São dias de terror, esses que precedem o GP do Brasil. Para mim, pessoalmente, por dois motivos. Passo a ser o cara mais requisitado da praça. E aí, rola um convitinho? Pinta um ingressozinho? Tem jeito uma credencial? Não, não rola, não pinta e nem tem jeito. O pior não é o assédio, que tiro de letra. É, sim, a expectativa da chegada de um jornalista amigo meu, suíço, chamado Luc sei-lá-do-quê.
Luc é um magricela calvo, que usa óculos fundo de garrafa e, além de escrever sobre Fórmula 1, deve fazer uns bicos para a seção internacional da Gazeta de Genebra ou da Folha de Zurique. Cada vez que vem ao Brasil, encontra um país diferente. Moeda nova, presidente novo, câmbio novo.
É inevitável. Na quinta-feira, véspera do 1º treino em Interlagos, ele vai me pegar pra cristo. Luc vai querer explicações sobre estas glebas, que devem ser muito interessantes para seus leitores.
Em 90, ele parecia uma barata tonta tentando entender o plano econômico do infeliz.
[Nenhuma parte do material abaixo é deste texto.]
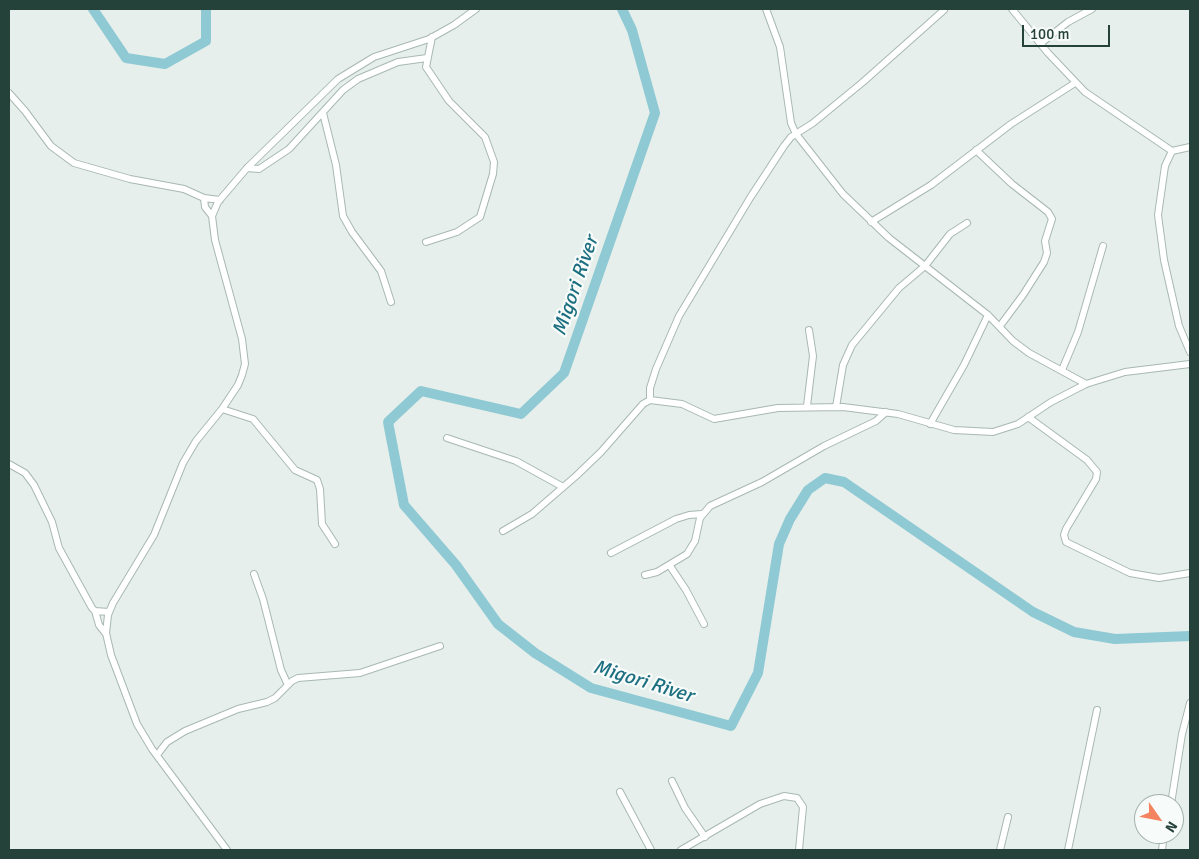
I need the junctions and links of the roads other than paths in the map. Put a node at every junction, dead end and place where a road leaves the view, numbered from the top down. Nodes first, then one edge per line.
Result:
1 (476, 9) edge
2 (766, 9) edge
3 (1012, 9) edge
4 (1092, 9) edge
5 (944, 10) edge
6 (432, 37) junction
7 (1040, 44) junction
8 (428, 58) junction
9 (1075, 83) junction
10 (9, 94) edge
11 (323, 113) junction
12 (796, 134) junction
13 (1190, 147) edge
14 (976, 150) junction
15 (1172, 151) junction
16 (247, 168) junction
17 (204, 198) junction
18 (220, 200) junction
19 (212, 216) junction
20 (871, 222) junction
21 (967, 223) dead end
22 (426, 242) dead end
23 (1103, 246) dead end
24 (925, 266) junction
25 (391, 302) dead end
26 (988, 315) junction
27 (1000, 326) junction
28 (809, 330) dead end
29 (1190, 352) edge
30 (1190, 364) edge
31 (1062, 370) junction
32 (1086, 384) junction
33 (650, 400) junction
34 (807, 406) junction
35 (836, 407) junction
36 (222, 409) junction
37 (886, 412) junction
38 (1028, 417) junction
39 (930, 424) junction
40 (447, 438) dead end
41 (9, 464) edge
42 (563, 487) junction
43 (702, 514) junction
44 (503, 531) dead end
45 (335, 544) dead end
46 (611, 553) dead end
47 (670, 566) junction
48 (254, 574) dead end
49 (645, 574) dead end
50 (1190, 574) edge
51 (95, 611) junction
52 (109, 612) junction
53 (704, 624) dead end
54 (106, 634) junction
55 (440, 646) dead end
56 (288, 685) junction
57 (1190, 703) edge
58 (1097, 710) dead end
59 (157, 755) junction
60 (672, 781) dead end
61 (620, 792) dead end
62 (1173, 794) edge
63 (1008, 817) dead end
64 (704, 836) junction
65 (227, 850) edge
66 (650, 850) edge
67 (681, 850) edge
68 (799, 850) edge
69 (1000, 850) edge
70 (1068, 850) edge

1 - 6 street
2 - 12 street
3 - 7 street
4 - 7 street
5 - 12 street
6 - 8 street
6 - 16 street
7 - 9 street
8 - 11 street
8 - 22 street
9 - 14 street
9 - 15 street
10 - 17 street
11 - 16 street
11 - 25 street
12 - 20 street
12 - 33 street
13 - 15 street
14 - 20 street
14 - 27 street
15 - 29 street
16 - 18 street
17 - 18 street
17 - 19 street
18 - 19 street
19 - 36 street
20 - 24 street
21 - 24 street
23 - 31 street
24 - 26 street
24 - 35 street
26 - 27 street
26 - 39 street
27 - 31 street
28 - 34 street
30 - 32 street
31 - 32 street
32 - 38 street
33 - 34 street
33 - 42 street
34 - 35 street
35 - 37 street
36 - 45 street
36 - 52 street
37 - 39 street
37 - 43 street
38 - 39 street
38 - 50 street
40 - 42 street
41 - 51 street
42 - 44 street
43 - 46 street
43 - 47 street
47 - 49 street
47 - 53 street
48 - 56 street
51 - 52 street
51 - 54 street
52 - 54 street
54 - 59 street
55 - 56 street
56 - 59 street
57 - 62 street
58 - 70 street
59 - 65 street
60 - 64 street
61 - 66 street
63 - 69 street
64 - 67 street
64 - 68 street

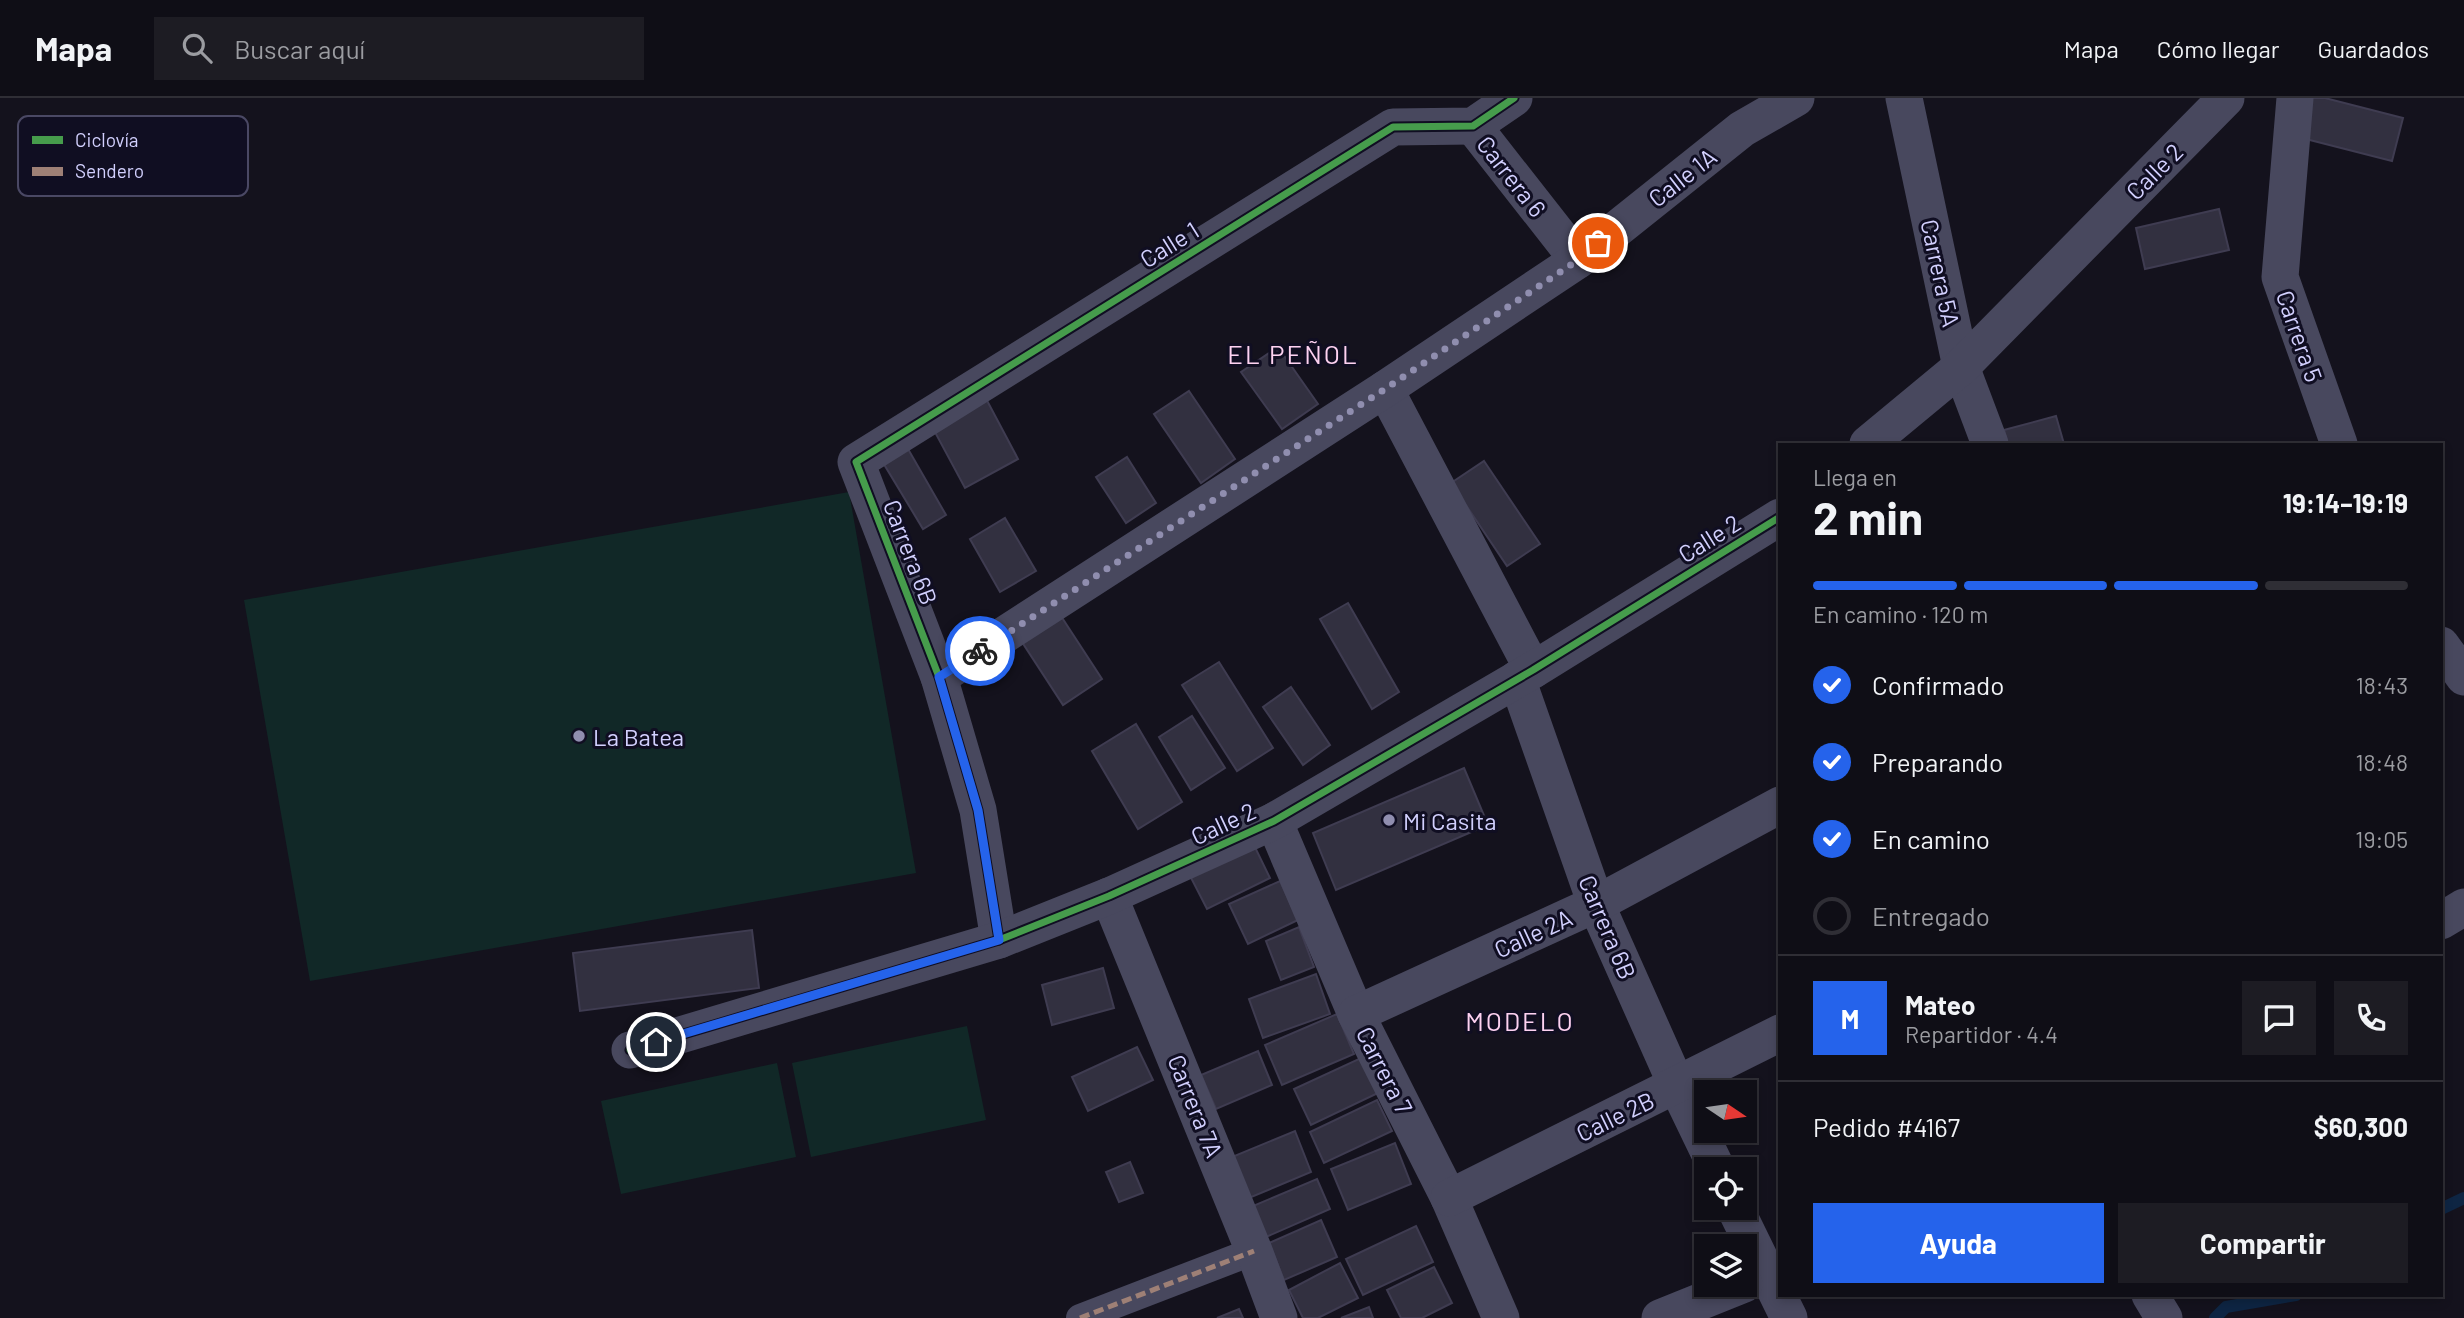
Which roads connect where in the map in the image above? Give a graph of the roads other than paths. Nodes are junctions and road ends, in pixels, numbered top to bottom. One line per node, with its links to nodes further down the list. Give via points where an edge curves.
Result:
1 (1514, 98): 6 (street)
2 (1796, 98): 7 (street, Calle 1A, via 1742,129)
3 (1904, 98): 8 (street, Carrera 5A)
4 (2226, 98): 8 (street, Calle 2)
5 (2295, 98): 12 (street, Carrera 5, via 2280,277)
6 (1473, 126): 7 (street, Carrera 6); 13 (street, Calle 1, via 1393,127)
7 (1578, 260): 9 (street, Calle 1A)
8 (1961, 367): 10 (street, Calle 2); 11 (street, Carrera 5A)
9 (1385, 389): 16 (street, Carrera 6B); 17 (street, Calle 1A)
10 (1869, 443)
11 (1990, 443)
12 (2339, 443)
13 (856, 462): 17 (street, Carrera 6B)
14 (1778, 518): 16 (street, Calle 2)
15 (2443, 648): 18 (street)
16 (1525, 674): 20 (street, Calle 2); 22 (street, Carrera 6B)
17 (939, 677): 25 (street, Carrera 6B, via 978,810)
18 (2464, 677)
19 (1778, 806): 22 (street, Calle 2A)
20 (1274, 821): 21 (street, Calle 2); 26 (street, Carrera 7)
21 (1110, 896): 25 (street, Calle 2); 33 (street, Carrera 7A)
22 (1596, 904): 26 (street, Calle 2A); 29 (street, Carrera 6B)
23 (2464, 907): 24 (street)
24 (2443, 919)
25 (999, 940): 28 (street, Calle 2)
26 (1356, 1014): 31 (street, Carrera 7)
27 (1778, 1034): 29 (street, Calle 2B)
28 (629, 1050)
29 (1677, 1086): 30 (street, Carrera 6B); 31 (street, Calle 2B)
30 (1711, 1157)
31 (1450, 1198): 38 (street, Carrera 7)
32 (1739, 1220): 34 (street)
33 (1254, 1251): 36 (street); 37 (street, Carrera 7A)
34 (1759, 1278): 39 (street); 40 (street)
35 (2151, 1297): 41 (street)
36 (1080, 1318)
37 (1279, 1318)
38 (1501, 1318)
39 (1660, 1318)
40 (1788, 1318)
41 (2164, 1318)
Como eu poderia explicar que ele não podia trocar seus dólares porque não havia moeda nacional circulando? Não lembro a história que inventei, mas parece não ter colado porque flagrei uma conversa dele com o editor e pesquei um inconfundível "não tem nada de novo acontecendo aqui", em bom inglês.
No ano passado, se não me engano, houve uma reforma ministerial no governo Itamar na semana do GP. E lá vinha o Luc atrás de informações. Eu não sabia quantos nem quais ministros haviam dançado. Chutei: todos. Aqui se muda ministro como se troca de cuecas, disse, numa frase de efeito. Ele pulou da cadeira para ligar para o editor. Acho que tenho alguma responsabilidade pela imagem deste país lá fora.
Agora vou ter que explicar para o Luc o que é URV. Iú-ar-ví, vou repetir centenas de vezes. Ele vai me perguntar qual a moeda do Brasil e eu não vou saber dizer. Claro que vou contar também o caso da Lílian Ramos, ele vai querer detalhes, e como é que eu fico?
Mas o cara é amigo. Na F-1, é muito comum jornalistas trocarem informações sobre pilotos e equipes de seus países e o Luc é um desses com quem eu falo bastante. É verdade que dou Senna, McLaren e Williams e recebo de volta as últimas da Sauber. Não vejo a hora de a Suíça entrar em crise, disparar sua inflação e trocar de primeiro-ministro. Quero ver como é que o Luc vai se explicar comigo.